On Tuesday night, a nor’easter rainstorm that intensified into a bomb cyclone disrupted everyday life across the U.S. Northeast, leaving more than 6,00,000 homes and businesses without power.
Accompanied by torrential downpours and hurricane-force winds, the enormous storm also triggered a flood watch for more than 31 million of the U.S. population in the Northeast.
“A strong storm off the Pacific Northwest will continue directing a stream of heavy rain, high elevation snow, and gusty to high winds over much of central and northern California, the Sierra Nevadas, and the Great Basin,” the National Weather Service tweeted on October 25.
Weather records clocked the winds reaching speeds of up to 60 miles an hour in Long Island and even 90 miles an hour across Massachusetts. As people were stranded amidst the heavy deluge, rescue personnel carried out several high-water rescue operations.
The Guardian reported the loss of at least one life due to the effects of the rainstorm. Home and business owners across Massachusetts, Rhode Island, Connecticut, and Maine suffered power outages as hurricane-force winds knocked down power lines and trees.

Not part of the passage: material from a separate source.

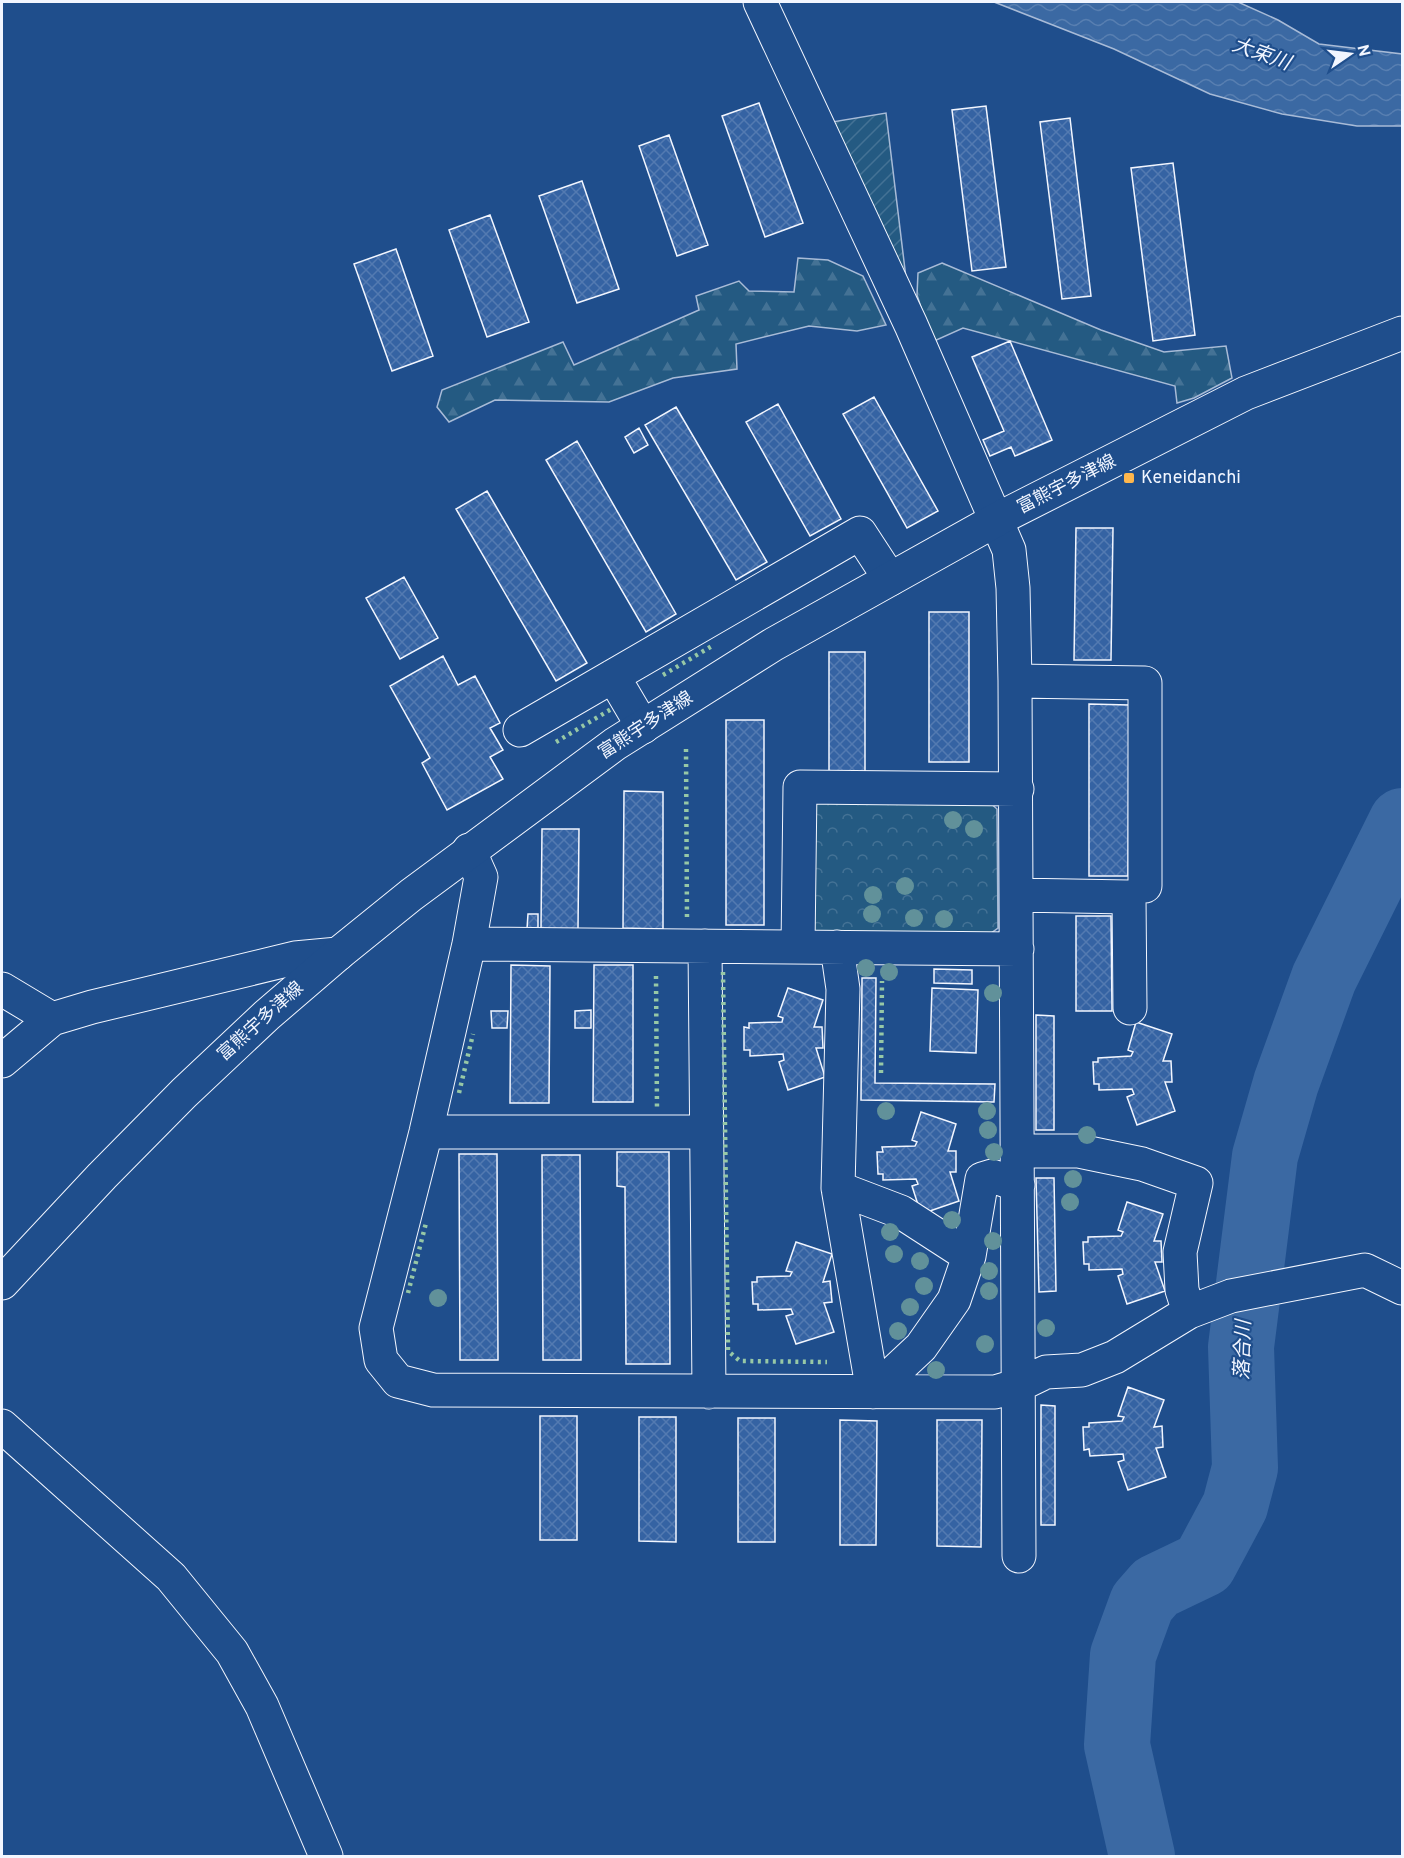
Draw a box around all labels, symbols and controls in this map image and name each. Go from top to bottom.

Although the region is frequently affected by nor’easters – rainstorms from the Northeast, usually New England – the storm system worsened after a sudden pressure drop. Overnight, the pressure dropped from 1008 millibars to 980, numbers that met the criteria to label the storm a bomb cyclone.
The U.S. west coast has had to endure the wrath of two storms over the weekend – the bomb cyclone and the atmospheric river across most parts of California. The atmospheric river also caused heavy destruction, causing mudslides triggered by heavy downpours.
Although the heavy rains also acted as natural firefighters, extinguishing California wildfires burning all summer, the downpour increased the risk of further landslides.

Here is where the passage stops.